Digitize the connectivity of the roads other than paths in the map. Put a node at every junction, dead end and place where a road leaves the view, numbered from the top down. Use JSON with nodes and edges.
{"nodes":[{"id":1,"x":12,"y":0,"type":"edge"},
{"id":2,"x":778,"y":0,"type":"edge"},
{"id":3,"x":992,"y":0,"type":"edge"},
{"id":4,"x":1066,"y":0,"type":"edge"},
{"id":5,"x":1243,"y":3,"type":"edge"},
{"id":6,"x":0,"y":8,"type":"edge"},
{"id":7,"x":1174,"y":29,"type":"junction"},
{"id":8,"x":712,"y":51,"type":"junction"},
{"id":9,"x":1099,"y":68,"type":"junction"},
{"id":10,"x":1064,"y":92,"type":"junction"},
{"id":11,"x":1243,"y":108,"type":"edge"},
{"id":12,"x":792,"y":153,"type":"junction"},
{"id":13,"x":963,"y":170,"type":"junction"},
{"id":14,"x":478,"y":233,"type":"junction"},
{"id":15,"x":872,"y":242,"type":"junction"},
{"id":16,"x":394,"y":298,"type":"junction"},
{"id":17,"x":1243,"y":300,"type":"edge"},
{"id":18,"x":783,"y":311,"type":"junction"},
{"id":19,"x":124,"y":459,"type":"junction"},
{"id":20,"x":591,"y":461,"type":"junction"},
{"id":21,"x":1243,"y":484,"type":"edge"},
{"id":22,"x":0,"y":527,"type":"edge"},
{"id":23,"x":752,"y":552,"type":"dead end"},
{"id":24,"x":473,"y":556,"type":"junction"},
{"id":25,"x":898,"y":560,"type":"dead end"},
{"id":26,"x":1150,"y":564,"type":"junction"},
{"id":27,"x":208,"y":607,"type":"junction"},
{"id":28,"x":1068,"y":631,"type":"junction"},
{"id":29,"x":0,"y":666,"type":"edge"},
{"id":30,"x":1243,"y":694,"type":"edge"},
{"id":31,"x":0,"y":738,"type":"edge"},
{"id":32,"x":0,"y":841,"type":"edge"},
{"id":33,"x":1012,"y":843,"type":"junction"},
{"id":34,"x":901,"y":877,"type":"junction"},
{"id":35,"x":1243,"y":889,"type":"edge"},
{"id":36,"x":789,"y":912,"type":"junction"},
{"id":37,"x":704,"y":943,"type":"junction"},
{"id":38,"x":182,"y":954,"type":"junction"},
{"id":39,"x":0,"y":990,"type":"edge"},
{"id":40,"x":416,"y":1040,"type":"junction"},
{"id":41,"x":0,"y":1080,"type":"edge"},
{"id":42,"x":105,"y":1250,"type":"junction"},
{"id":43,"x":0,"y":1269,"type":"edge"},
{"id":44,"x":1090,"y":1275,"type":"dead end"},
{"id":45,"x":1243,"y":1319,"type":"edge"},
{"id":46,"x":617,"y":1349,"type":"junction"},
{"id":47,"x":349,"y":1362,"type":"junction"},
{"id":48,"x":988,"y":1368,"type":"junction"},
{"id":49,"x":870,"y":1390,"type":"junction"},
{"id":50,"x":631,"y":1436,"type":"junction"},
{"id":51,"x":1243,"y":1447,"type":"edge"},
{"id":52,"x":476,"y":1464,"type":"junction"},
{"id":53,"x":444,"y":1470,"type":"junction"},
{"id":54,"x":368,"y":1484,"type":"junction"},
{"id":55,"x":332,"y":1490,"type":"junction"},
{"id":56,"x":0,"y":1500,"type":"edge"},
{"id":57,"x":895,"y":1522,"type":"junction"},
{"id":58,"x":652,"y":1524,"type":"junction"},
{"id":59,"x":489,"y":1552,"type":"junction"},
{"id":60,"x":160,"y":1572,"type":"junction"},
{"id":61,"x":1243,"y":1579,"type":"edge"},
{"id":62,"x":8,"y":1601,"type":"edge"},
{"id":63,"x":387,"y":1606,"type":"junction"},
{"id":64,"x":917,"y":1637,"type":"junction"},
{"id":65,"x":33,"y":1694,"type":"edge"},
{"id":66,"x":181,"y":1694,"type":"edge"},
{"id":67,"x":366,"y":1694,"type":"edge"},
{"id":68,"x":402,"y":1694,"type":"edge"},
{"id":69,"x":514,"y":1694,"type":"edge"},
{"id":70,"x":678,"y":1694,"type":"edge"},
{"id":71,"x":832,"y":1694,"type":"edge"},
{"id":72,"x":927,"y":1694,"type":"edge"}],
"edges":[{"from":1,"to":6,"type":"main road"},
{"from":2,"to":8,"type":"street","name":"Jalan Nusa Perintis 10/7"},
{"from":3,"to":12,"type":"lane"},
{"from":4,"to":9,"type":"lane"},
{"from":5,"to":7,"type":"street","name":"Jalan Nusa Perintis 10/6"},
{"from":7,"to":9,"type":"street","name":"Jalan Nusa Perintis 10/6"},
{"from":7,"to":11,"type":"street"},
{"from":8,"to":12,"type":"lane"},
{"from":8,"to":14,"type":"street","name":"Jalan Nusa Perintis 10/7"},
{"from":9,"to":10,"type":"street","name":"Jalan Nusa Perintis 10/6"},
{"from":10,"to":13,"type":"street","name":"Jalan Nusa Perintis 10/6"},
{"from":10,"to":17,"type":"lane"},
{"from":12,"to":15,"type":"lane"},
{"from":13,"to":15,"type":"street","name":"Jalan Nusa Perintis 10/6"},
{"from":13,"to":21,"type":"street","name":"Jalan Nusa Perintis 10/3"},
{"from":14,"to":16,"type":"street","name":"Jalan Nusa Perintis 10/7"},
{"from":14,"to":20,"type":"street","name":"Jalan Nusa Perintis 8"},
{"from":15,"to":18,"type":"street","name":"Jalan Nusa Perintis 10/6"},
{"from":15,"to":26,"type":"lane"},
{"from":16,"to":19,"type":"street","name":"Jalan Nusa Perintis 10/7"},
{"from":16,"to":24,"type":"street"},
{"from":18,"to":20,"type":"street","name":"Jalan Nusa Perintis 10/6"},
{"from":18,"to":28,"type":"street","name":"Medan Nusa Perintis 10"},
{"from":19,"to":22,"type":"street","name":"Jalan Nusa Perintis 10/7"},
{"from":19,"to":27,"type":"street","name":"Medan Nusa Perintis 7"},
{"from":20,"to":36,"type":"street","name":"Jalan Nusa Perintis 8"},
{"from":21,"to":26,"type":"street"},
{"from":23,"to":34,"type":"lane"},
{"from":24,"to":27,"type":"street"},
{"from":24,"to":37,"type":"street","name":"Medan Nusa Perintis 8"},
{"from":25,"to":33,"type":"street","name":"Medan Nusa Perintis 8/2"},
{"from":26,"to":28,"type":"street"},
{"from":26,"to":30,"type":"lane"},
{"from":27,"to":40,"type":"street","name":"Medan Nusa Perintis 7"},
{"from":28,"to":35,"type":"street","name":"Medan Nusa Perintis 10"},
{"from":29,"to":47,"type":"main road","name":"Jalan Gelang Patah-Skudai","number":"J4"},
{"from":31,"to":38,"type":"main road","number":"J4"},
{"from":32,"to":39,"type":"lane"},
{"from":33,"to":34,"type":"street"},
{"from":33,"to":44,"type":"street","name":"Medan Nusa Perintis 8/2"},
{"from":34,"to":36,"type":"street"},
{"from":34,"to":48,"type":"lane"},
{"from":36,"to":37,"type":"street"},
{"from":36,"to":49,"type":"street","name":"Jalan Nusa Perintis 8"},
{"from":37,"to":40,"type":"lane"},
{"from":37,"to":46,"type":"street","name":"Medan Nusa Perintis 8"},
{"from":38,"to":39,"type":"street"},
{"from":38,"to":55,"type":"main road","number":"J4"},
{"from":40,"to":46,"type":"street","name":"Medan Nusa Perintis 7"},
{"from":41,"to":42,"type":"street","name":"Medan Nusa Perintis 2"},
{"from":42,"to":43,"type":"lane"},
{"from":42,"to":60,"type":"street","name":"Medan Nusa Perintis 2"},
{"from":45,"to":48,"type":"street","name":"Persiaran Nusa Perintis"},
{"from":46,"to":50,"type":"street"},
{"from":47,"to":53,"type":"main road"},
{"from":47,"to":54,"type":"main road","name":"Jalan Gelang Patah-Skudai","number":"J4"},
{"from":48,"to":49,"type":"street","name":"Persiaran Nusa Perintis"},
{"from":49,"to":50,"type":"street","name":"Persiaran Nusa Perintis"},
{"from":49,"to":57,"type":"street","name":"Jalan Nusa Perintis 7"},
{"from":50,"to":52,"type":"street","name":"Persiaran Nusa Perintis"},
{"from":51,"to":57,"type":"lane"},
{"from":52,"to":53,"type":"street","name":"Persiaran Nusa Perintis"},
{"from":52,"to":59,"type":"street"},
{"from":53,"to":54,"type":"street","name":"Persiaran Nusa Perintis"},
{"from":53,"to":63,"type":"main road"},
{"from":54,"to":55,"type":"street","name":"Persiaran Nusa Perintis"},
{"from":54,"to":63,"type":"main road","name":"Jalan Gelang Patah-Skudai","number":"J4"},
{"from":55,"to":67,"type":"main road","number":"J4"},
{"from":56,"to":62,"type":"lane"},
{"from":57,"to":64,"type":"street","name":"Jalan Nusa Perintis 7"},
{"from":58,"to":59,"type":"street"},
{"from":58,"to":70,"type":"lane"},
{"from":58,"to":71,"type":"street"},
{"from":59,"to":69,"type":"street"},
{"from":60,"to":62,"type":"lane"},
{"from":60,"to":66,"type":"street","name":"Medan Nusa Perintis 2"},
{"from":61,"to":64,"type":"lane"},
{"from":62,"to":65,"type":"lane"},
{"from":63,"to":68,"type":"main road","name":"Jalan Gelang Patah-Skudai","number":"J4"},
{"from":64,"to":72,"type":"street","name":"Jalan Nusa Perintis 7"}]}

Problem: The answer must be every line of the records above that holds the word "Skudai".

Solution below:
{"from":29,"to":47,"type":"main road","name":"Jalan Gelang Patah-Skudai","number":"J4"},
{"from":47,"to":54,"type":"main road","name":"Jalan Gelang Patah-Skudai","number":"J4"},
{"from":54,"to":63,"type":"main road","name":"Jalan Gelang Patah-Skudai","number":"J4"},
{"from":63,"to":68,"type":"main road","name":"Jalan Gelang Patah-Skudai","number":"J4"},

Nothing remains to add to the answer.